[Materials provided Boundary: Start]

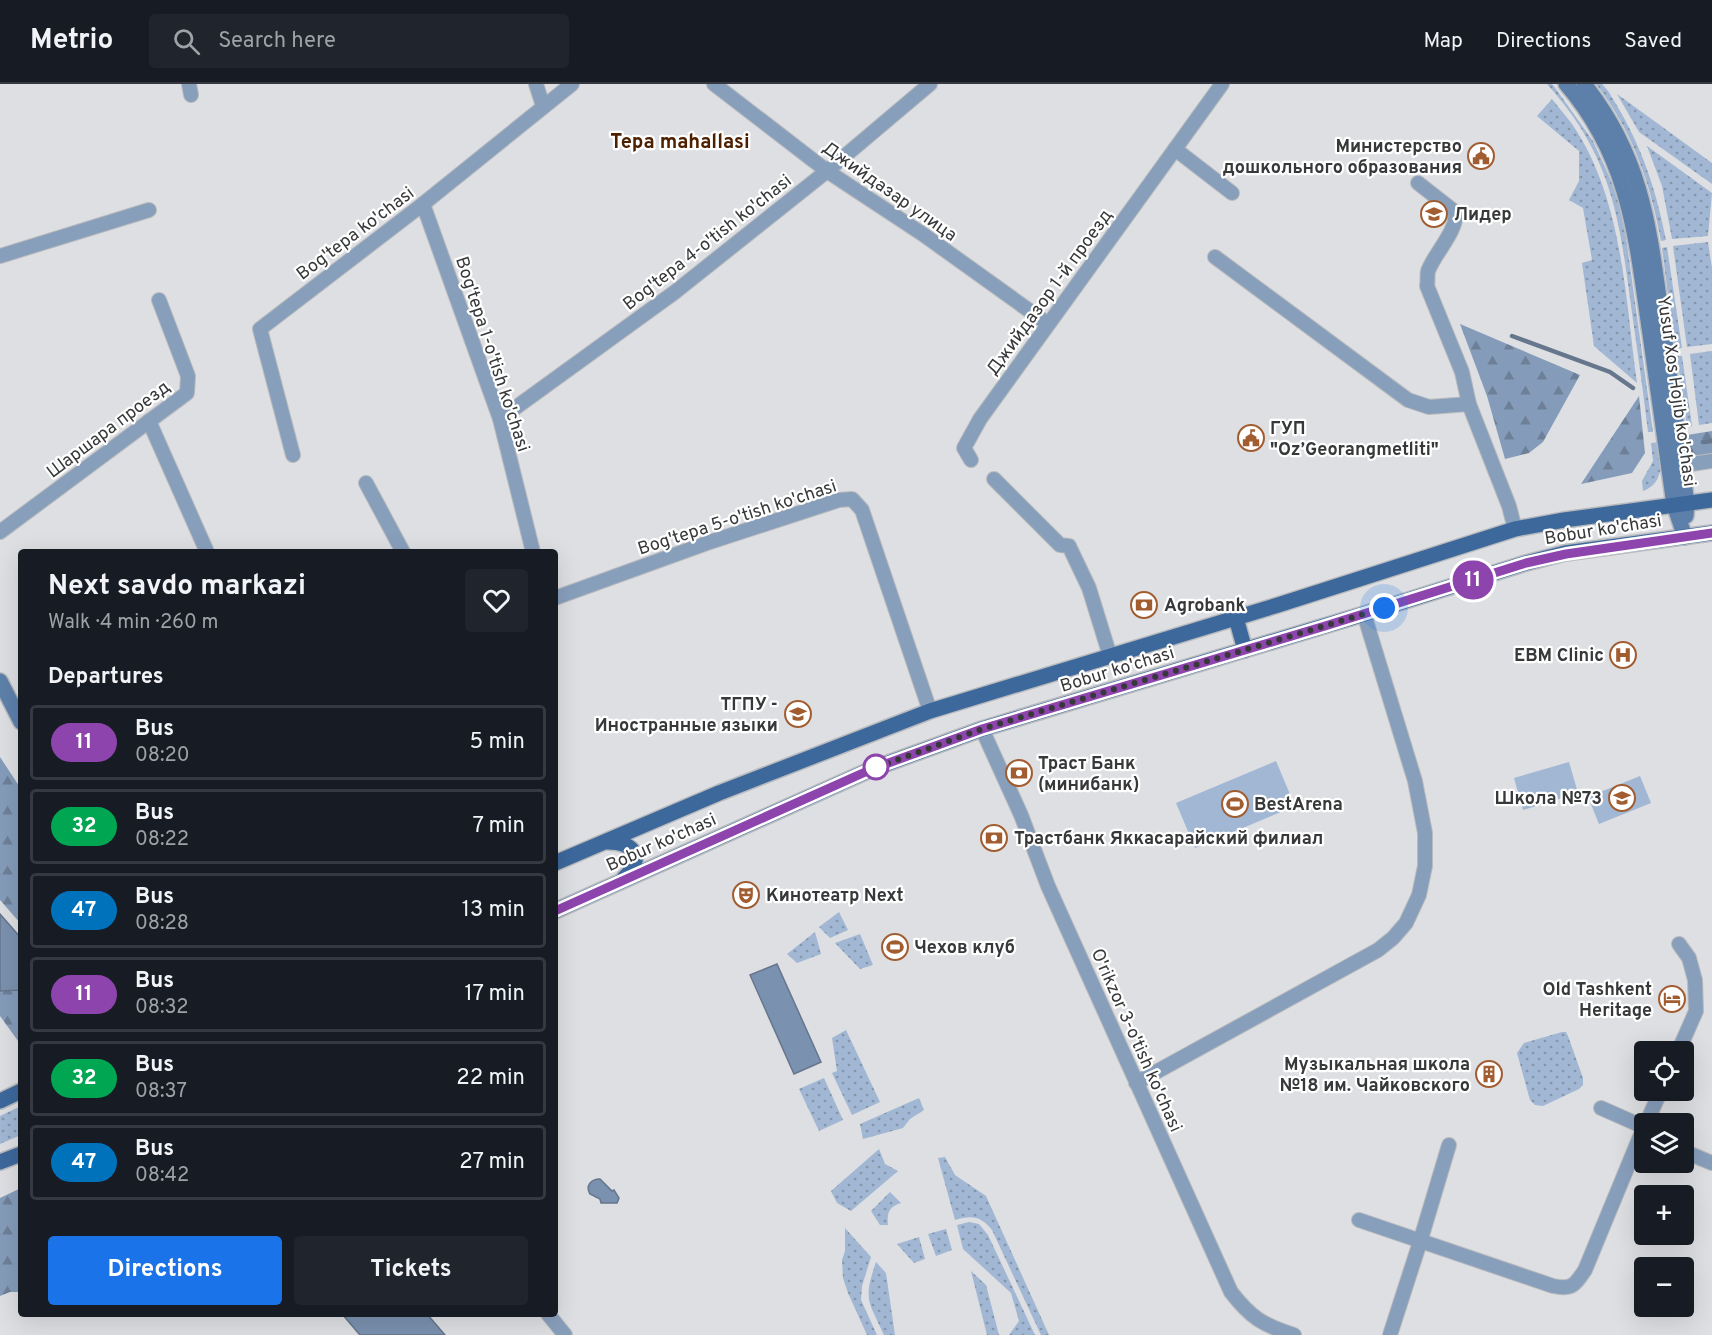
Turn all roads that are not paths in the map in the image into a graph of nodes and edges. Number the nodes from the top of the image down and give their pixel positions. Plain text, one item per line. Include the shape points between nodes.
1 (536, 84) edge
2 (572, 84) edge
3 (714, 84) edge
4 (930, 84) edge
5 (1222, 84) edge
6 (1566, 84) edge
7 (1584, 84) edge
8 (543, 106) junction
9 (1175, 149) junction
10 (827, 171) junction
11 (1418, 183) dead end
12 (1232, 193) dead end
13 (423, 204) junction
14 (148, 210) dead end
15 (0, 256) edge
16 (1215, 257) dead end
17 (159, 300) dead end
18 (1048, 324) junction
19 (1469, 404) junction
20 (500, 419) junction
21 (149, 421) junction
22 (293, 455) dead end
23 (971, 460) dead end
24 (1712, 461) edge
25 (1675, 466) junction
26 (994, 479) dead end
27 (366, 483) dead end
28 (1712, 500) edge
29 (1681, 504) junction
30 (1515, 530) junction
31 (0, 532) edge
32 (1712, 533) edge
33 (1685, 537) junction
34 (206, 549) edge
35 (401, 549) edge
36 (532, 549) edge
37 (558, 597) edge
38 (1364, 614) junction
39 (1236, 618) junction
40 (1245, 650) junction
41 (1110, 656) junction
42 (0, 681) edge
43 (930, 711) junction
44 (18, 716) edge
45 (982, 729) junction
46 (604, 842) junction
47 (558, 862) edge
48 (619, 882) dead end
49 (558, 910) edge
50 (1678, 944) dead end
51 (1683, 1041) edge
52 (1136, 1083) junction
53 (18, 1092) edge
54 (0, 1101) edge
55 (1601, 1108) dead end
56 (1634, 1124) edge
57 (1449, 1145) dead end
58 (1634, 1153) edge
59 (18, 1155) edge
60 (1694, 1156) edge
61 (0, 1162) edge
62 (1712, 1163) edge
63 (1359, 1220) dead end
64 (1420, 1242) junction
65 (551, 1317) edge
66 (1265, 1331) edge
67 (566, 1335) edge
68 (1294, 1335) edge
69 (1390, 1335) edge

1 - 8 street
2 - 8 street, Bog'tepa ko'chasi
3 - 10 street, Джийдазар улица
4 - 10 street, Bog'tepa 4-o'tish ko'chasi
5 - 9 street, Джийдазор 1-й проезд
6 - 25 main road, Yusuf Xos Hojib ko'chasi via 1600,132 1628,203
7 - 25 main road, Yusuf Xos Hojib ko'chasi via 1620,138 1642,196 1652,246
8 - 13 street, Bog'tepa ko'chasi
9 - 12 street
9 - 18 street, Джийдазор 1-й проезд
10 - 18 street, Джийдазар улица
10 - 20 street, Bog'tepa 4-o'tish ko'chasi via 675,292
11 - 19 street via 1455,212 1454,226 1428,271 1427,286 1462,372
13 - 20 street, Bog'tepa 1-o'tish ko'chasi
13 - 22 street, Bog'tepa ko'chasi via 260,329
14 - 15 street
16 - 19 street via 1408,400 1429,406
17 - 21 street, Шаршара проезд via 188,376 187,393
18 - 23 street, Джийдазор 1-й проезд via 969,438 964,447
19 - 30 street
20 - 36 street, Bog'tepa 1-o'tish ko'chasi
21 - 31 street, Шаршара проезд
21 - 34 street
24 - 25 street
25 - 29 main road, Yusuf Xos Hojib ko'chasi
26 - 41 street via 1060,545 1069,546 1089,588
27 - 35 street
28 - 29 main road, Bobur ko'chasi
29 - 30 main road, Bobur ko'chasi
29 - 33 main road, Yusuf Xos Hojib ko'chasi
30 - 39 main road, Bobur ko'chasi
32 - 33 main road, Bobur ko'chasi
33 - 38 main road, Bobur ko'chasi via 1547,557
37 - 43 street, Bog'tepa 5-o'tish ko'chasi via 732,535 852,499 862,510
38 - 40 main road, Bobur ko'chasi
38 - 52 street via 1415,781 1425,833 1425,866 1419,895 1406,923 1378,950
39 - 40 main road
39 - 41 main road, Bobur ko'chasi
40 - 45 main road, Bobur ko'chasi
41 - 43 main road, Bobur ko'chasi
42 - 44 main road
43 - 46 main road, Bobur ko'chasi
45 - 49 main road, Bobur ko'chasi via 872,769
45 - 52 street, O'rikzor 3-o'tish ko'chasi
46 - 47 main road, Bobur ko'chasi
46 - 48 main road via 621,842 633,852 636,862 632,871
50 - 51 street via 1689,957 1695,980 1696,1011
52 - 66 street, O'rikzor 3-o'tish ko'chasi via 1231,1292
53 - 54 main road
55 - 56 street
57 - 64 street
58 - 64 street via 1585,1270 1572,1286 1553,1287
59 - 61 main road
60 - 62 street
63 - 64 street
64 - 69 street
65 - 67 street
66 - 68 street, O'rikzor 3-o'tish ko'chasi

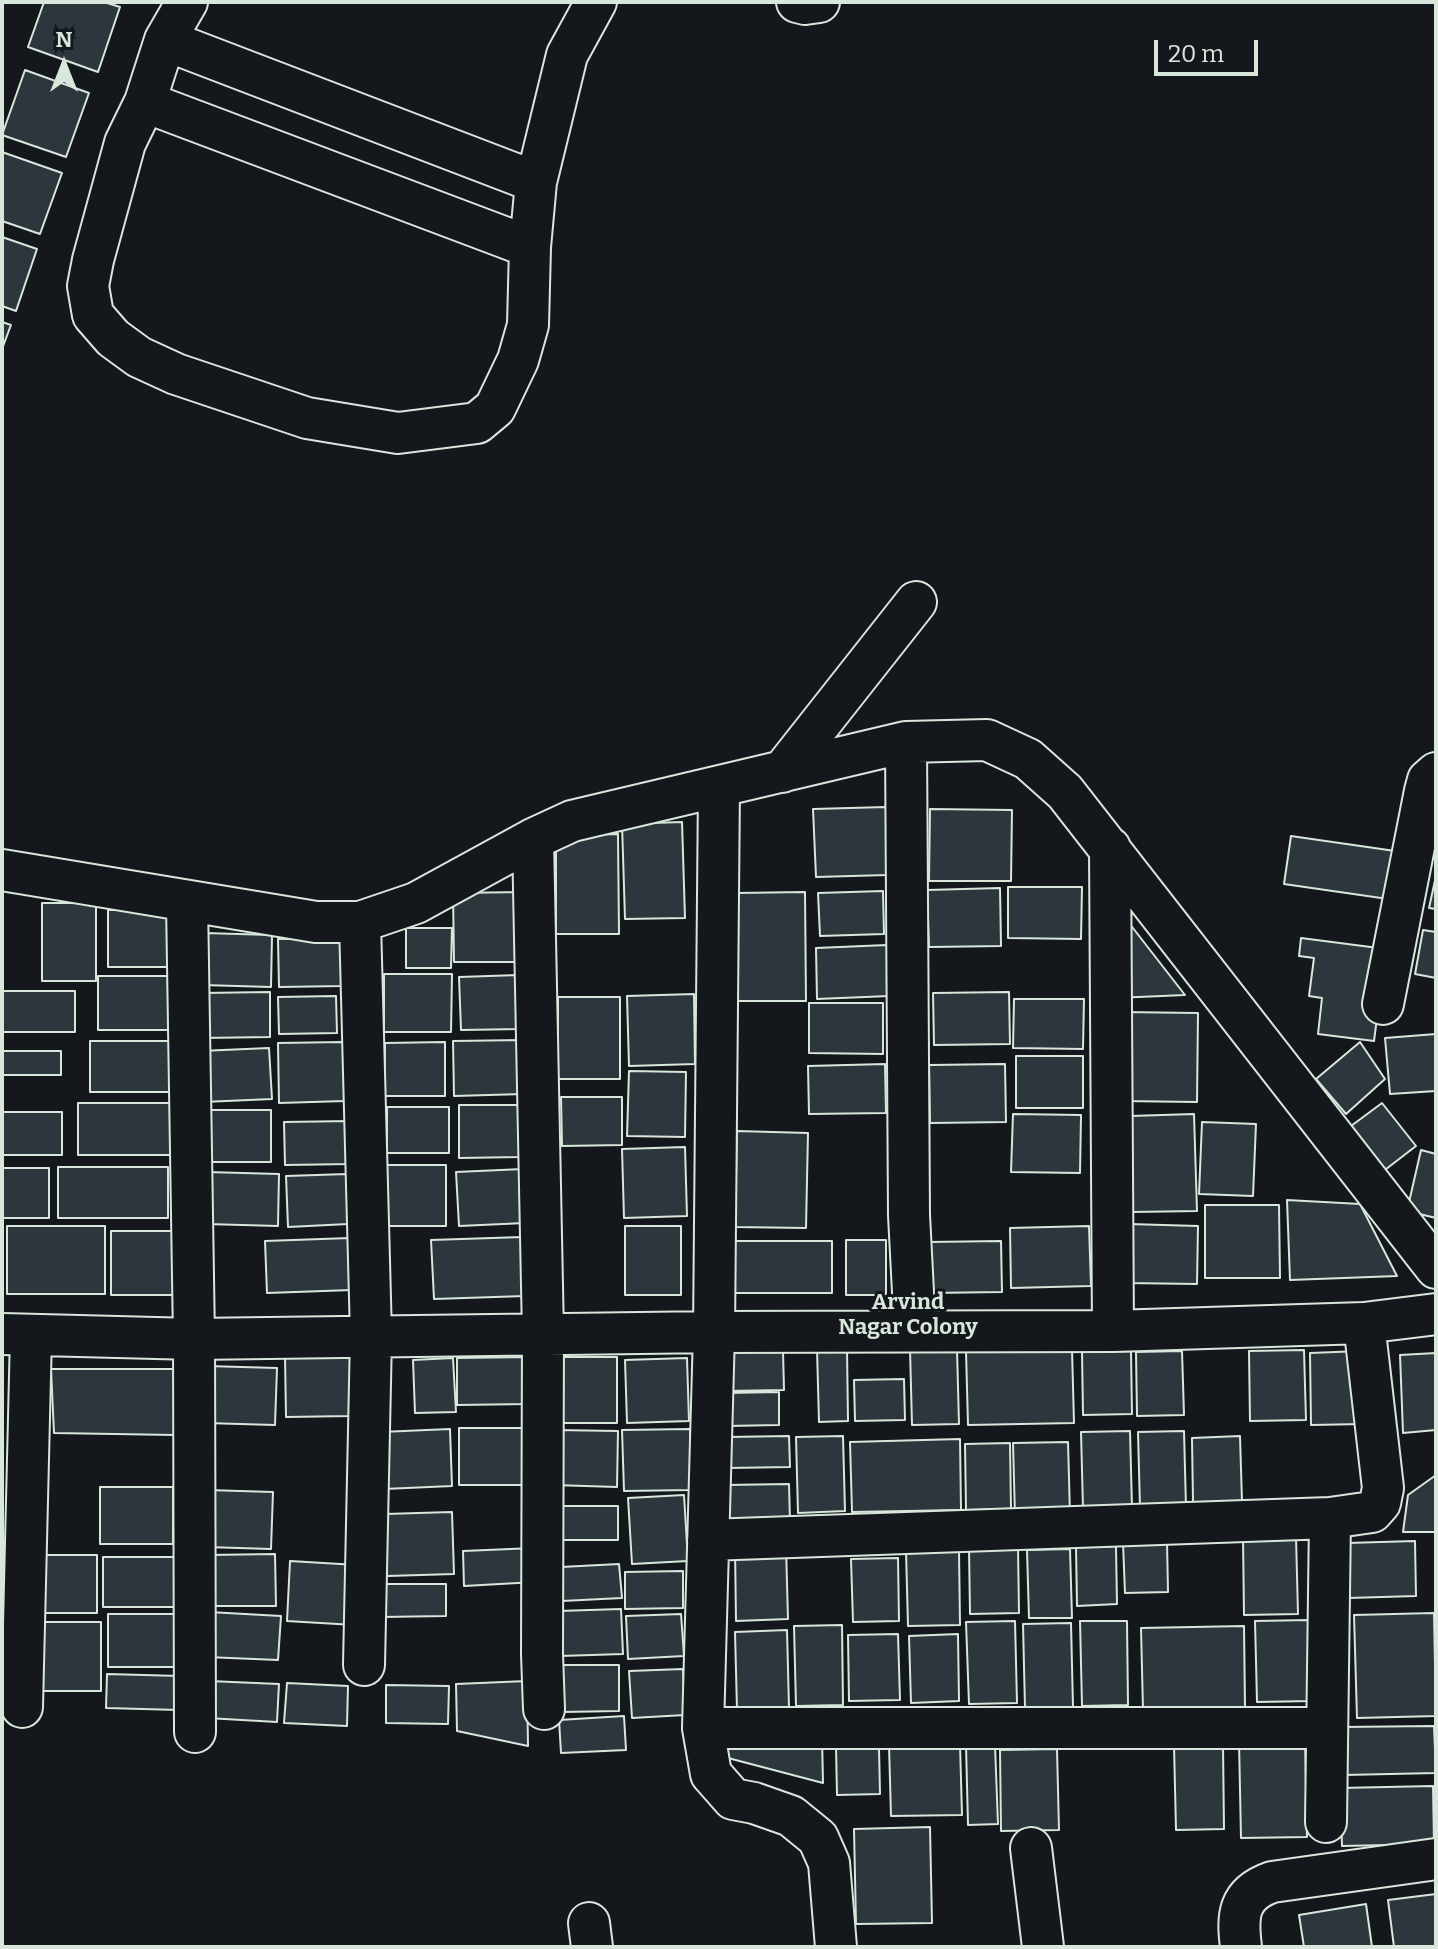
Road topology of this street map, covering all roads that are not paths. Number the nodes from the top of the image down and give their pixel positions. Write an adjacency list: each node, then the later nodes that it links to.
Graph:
1 (187, 2): 5 (street)
2 (596, 2): 7 (street)
3 (797, 2): 4 (street)
4 (819, 2)
5 (165, 40): 6 (street); 7 (street)
6 (145, 102): 8 (street); 8 (street)
7 (536, 182): 8 (street)
8 (530, 247)
9 (916, 602): 11 (street)
10 (906, 742): 11 (street); 15 (street); 23 (street)
11 (782, 772): 13 (street)
12 (1436, 773): 19 (street)
13 (719, 787): 14 (street); 25 (street)
14 (533, 839): 18 (street); 27 (street)
15 (1110, 848): 20 (street); 24 (street)
16 (2, 870): 17 (street)
17 (187, 902): 18 (street); 29 (street)
18 (360, 922): 28 (street)
19 (1383, 1004)
20 (1436, 1268)
21 (1436, 1314): 22 (street)
22 (1364, 1323): 24 (street); 30 (street)
23 (915, 1331): 24 (street); 25 (street)
24 (1113, 1331)
25 (714, 1332): 27 (street); 31 (street)
26 (16, 1334): 29 (street); 33 (street)
27 (543, 1335): 28 (street); 34 (street)
28 (371, 1336): 29 (street); 32 (street)
29 (194, 1339): 37 (street)
30 (1330, 1518): 31 (street); 36 (street)
31 (708, 1540): 35 (street)
32 (364, 1665)
33 (22, 1707)
34 (544, 1709)
35 (703, 1728): 36 (street); 41 (street)
36 (1327, 1728): 38 (street)
37 (195, 1732)
38 (1326, 1822)
39 (1031, 1848): 42 (street)
40 (1436, 1859): 43 (street)
41 (836, 1947)
42 (1043, 1947)
43 (1241, 1947)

[Materials provided Boundary: End]

> Your goal: Exactly reproduce the lines that run from the line with "Road topology of" through the last line of the records, inclusive.

> Response area:
Road topology of this street map, covering all roads that are not paths. Number the nodes from the top of the image down and give their pixel positions. Write an adjacency list: each node, then the later nodes that it links to.
Graph:
1 (187, 2): 5 (street)
2 (596, 2): 7 (street)
3 (797, 2): 4 (street)
4 (819, 2)
5 (165, 40): 6 (street); 7 (street)
6 (145, 102): 8 (street); 8 (street)
7 (536, 182): 8 (street)
8 (530, 247)
9 (916, 602): 11 (street)
10 (906, 742): 11 (street); 15 (street); 23 (street)
11 (782, 772): 13 (street)
12 (1436, 773): 19 (street)
13 (719, 787): 14 (street); 25 (street)
14 (533, 839): 18 (street); 27 (street)
15 (1110, 848): 20 (street); 24 (street)
16 (2, 870): 17 (street)
17 (187, 902): 18 (street); 29 (street)
18 (360, 922): 28 (street)
19 (1383, 1004)
20 (1436, 1268)
21 (1436, 1314): 22 (street)
22 (1364, 1323): 24 (street); 30 (street)
23 (915, 1331): 24 (street); 25 (street)
24 (1113, 1331)
25 (714, 1332): 27 (street); 31 (street)
26 (16, 1334): 29 (street); 33 (street)
27 (543, 1335): 28 (street); 34 (street)
28 (371, 1336): 29 (street); 32 (street)
29 (194, 1339): 37 (street)
30 (1330, 1518): 31 (street); 36 (street)
31 (708, 1540): 35 (street)
32 (364, 1665)
33 (22, 1707)
34 (544, 1709)
35 (703, 1728): 36 (street); 41 (street)
36 (1327, 1728): 38 (street)
37 (195, 1732)
38 (1326, 1822)
39 (1031, 1848): 42 (street)
40 (1436, 1859): 43 (street)
41 (836, 1947)
42 (1043, 1947)
43 (1241, 1947)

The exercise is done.